A Lesbian rule was historically a flexible mason's rule made of lead that could be bent to the curves of a molding, and used to measure or reproduce irregular curves. Lesbian rules were originally constructed of a pliable kind of lead found on the island of Lesbos. It is from the island that the ruler gets its name.

==Figurative allusions==
The rule is alluded to by Aristotle in his Nicomachean Ethics (book V, chapter 14) as a metaphor for the importance of flexibility in equitable justice:

For what is itself indefinite can only be measured by an indefinite standard, like the leaden rule used by Lesbian builders; just as that rule is not rigid but can be bent to the shape of the stone, so a special ordinance is made to fit the circumstances of the case.

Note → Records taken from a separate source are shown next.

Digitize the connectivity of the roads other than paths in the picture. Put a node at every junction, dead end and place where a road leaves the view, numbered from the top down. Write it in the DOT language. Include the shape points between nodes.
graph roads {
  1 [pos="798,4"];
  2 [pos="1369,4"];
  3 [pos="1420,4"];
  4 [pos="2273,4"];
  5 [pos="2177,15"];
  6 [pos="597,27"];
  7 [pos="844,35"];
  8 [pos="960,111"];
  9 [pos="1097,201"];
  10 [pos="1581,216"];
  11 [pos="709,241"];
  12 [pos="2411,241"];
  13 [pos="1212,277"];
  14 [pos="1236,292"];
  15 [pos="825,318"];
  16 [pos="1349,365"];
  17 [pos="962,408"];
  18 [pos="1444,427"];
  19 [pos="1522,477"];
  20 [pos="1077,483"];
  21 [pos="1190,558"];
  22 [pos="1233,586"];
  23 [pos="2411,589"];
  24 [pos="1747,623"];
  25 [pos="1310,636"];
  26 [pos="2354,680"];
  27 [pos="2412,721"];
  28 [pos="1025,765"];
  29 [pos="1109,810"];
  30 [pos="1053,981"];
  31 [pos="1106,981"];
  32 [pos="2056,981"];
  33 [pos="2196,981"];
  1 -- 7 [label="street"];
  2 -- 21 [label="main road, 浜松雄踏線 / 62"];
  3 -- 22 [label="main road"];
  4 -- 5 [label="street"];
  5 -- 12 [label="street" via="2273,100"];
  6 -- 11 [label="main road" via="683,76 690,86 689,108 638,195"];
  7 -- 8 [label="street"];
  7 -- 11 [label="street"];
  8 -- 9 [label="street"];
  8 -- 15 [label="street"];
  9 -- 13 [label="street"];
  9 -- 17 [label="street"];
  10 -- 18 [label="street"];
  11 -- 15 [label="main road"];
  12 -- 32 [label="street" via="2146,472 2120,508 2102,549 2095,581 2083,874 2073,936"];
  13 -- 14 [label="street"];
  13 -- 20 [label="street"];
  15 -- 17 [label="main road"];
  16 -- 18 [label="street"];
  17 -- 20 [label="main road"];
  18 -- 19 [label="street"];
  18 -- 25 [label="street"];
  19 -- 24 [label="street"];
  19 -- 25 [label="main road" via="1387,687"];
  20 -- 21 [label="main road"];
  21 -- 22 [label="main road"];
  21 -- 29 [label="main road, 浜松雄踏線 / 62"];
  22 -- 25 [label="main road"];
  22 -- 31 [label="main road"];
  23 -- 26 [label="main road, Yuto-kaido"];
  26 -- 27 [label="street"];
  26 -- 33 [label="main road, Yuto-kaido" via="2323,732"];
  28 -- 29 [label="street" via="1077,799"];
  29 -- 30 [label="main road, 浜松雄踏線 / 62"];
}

In the early modern period, the term was often used figuratively (as Aristotle had used it) to mean a pliant, flexible and accommodating principle of judgment – sometimes with overtones that were positive, but on other occasions in a more pejorative sense. In his famous letter to the Louvain theologian Martin Dorp, Thomas More referenced it when reproving Dorp for his attack on Erasmus' In Praise of Folly: "You praise Adriaan for being unbiased, yet you seem to suggest he is no more unbiased than a Lesbian rule, a rule made out of lead which, as Aristotle reminds us, is not always unbiased, since it bends to fit uneven shapes." Samuel Daniel in 1603 described equity as "that Lesbian square, that building fit, Plies to the worke, not forc'th the worke to it".

In the later 17th century, the antiquary John Aubrey used the metaphor to imply the distortion of evidence to fit a preconceived theory. He accused Inigo Jones, who had interpreted Stonehenge as a Roman monument, of having "made a Lesbians rule, which is conformed to the stone: that is, he framed the Monument to his own Hypothesis, which is much differing from the Thing it self".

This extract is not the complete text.